Director of National Intelligence Tulsi Gabbard is cited by supporters for releasing documents she says show a coordinated effort within the intelligence community “to manufacture a conspiracy that was used as the basis to impeach President Trump in 2019.” Issa and allies argue those disclosures change the context for the original proceedings. They say newly visible facts reveal misconduct that should disqualify the impeachments from standing as fair historical judgments.

The 2021 impeachment is also criticized for speed and process. The resolution notes the House moved from introduction to passage in two days and did not conduct a full evidentiary process, and it says that brief constitutional hearings without fact witnesses denied the president basic due process. That procedural rush remains a central argument in favor of expungement.

“They impeached him for essentially an insurrection, a true high crime, and it’s false,” Issa said. Previous efforts in 2022 and 2023 to formally undo the impeachments stalled without hearings or floor votes, and Issa argues this new resolution is stronger and better supported than those earlier attempts. He says the difference now is evidence and momentum.

The move has high-level backing within the Republican conference, with House Judiciary Chair Jim Jordan among the visible supporters. “Democrats weaponized impeachment against President Trump with politically motivated charges,” Jordan told Fox News Digital. “We applaud Chairman Issa for leading the fight to expunge this sham from the record.”

Dozens of House Republicans are listed as cosponsors, with more than 20 members signing on to the effort, and the list includes a range of conservatives from multiple states. Supporters point to the Constitution’s grant that the House has the “sole Power of Impeachment” as the basis for editing its own records. They say controlling the record is a necessary tool to correct past abuses.

Critics and some legal scholars counter that annotating records is different from erasing history and that an expungement would be largely symbolic. The debate now centers on whether a House vote can really undo the effect of an impeachment in public life or whether it mainly serves as political redress. Either way, Republicans backing Issa see this as an opportunity to put the evidence and process on full display.

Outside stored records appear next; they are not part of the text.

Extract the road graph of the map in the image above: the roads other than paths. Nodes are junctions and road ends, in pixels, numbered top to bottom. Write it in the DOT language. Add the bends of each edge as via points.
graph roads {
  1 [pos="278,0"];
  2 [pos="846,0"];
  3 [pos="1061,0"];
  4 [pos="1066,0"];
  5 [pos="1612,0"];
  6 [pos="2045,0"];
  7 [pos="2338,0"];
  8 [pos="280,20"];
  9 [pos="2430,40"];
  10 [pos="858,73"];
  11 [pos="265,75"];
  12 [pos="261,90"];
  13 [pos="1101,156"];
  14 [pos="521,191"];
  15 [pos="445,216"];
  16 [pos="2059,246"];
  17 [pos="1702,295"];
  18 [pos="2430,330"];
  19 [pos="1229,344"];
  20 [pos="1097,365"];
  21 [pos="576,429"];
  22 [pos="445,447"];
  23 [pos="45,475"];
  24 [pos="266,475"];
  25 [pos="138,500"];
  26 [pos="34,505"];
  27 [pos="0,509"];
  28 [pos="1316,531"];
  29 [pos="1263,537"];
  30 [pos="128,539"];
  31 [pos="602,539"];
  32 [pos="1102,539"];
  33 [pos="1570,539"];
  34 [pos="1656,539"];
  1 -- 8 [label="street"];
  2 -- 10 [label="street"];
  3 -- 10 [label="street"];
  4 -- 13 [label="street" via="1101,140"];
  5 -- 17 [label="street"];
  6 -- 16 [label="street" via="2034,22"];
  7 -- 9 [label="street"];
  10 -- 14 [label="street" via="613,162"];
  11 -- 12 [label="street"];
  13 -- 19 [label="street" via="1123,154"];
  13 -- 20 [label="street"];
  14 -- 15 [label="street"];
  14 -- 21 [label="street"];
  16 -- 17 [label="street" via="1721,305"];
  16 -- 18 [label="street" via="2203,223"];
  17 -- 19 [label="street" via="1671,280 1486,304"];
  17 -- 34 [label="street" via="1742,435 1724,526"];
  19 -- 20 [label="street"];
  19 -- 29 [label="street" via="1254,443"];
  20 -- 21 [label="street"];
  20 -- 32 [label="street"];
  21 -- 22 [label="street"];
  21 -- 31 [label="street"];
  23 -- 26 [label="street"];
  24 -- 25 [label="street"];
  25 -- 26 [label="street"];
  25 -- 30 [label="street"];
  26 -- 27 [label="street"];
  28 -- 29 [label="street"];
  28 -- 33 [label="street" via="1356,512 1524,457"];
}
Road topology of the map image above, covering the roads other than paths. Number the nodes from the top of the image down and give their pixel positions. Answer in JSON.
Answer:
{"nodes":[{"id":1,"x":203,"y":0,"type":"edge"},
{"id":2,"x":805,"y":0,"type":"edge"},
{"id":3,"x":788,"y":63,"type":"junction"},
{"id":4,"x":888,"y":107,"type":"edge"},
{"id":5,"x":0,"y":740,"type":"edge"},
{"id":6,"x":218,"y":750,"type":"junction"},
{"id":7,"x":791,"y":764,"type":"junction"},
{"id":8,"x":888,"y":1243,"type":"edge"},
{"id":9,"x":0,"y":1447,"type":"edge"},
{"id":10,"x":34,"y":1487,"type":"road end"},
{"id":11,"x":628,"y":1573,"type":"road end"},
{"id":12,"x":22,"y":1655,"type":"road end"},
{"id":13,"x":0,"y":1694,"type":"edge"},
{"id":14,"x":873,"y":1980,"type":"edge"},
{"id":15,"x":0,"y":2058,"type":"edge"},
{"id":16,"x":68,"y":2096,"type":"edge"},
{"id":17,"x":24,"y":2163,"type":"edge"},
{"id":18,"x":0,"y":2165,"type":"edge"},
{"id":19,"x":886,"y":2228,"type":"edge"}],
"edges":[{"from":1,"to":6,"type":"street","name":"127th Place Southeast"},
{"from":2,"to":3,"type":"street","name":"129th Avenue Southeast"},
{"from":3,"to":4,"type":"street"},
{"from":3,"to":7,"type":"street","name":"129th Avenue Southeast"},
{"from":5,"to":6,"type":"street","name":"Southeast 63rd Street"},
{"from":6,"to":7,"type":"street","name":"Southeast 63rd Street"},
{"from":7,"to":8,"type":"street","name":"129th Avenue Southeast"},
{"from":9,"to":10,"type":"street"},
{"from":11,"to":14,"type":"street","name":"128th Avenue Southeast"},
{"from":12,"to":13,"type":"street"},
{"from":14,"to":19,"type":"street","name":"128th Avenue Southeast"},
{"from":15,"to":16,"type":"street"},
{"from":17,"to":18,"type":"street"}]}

“When you’ve been falsely accused, whether it’s days, weeks, months or years later, somebody should be just as interested in printing that retraction on the front page as they were in putting the original charge on the front page,” Issa explained. “And that’s what we’re trying to achieve, is to have the legitimate retraction receive at least some semblance of the same attention as the false accusations did.” The House will decide whether to take that step and give the president the public correction Republicans say he deserves.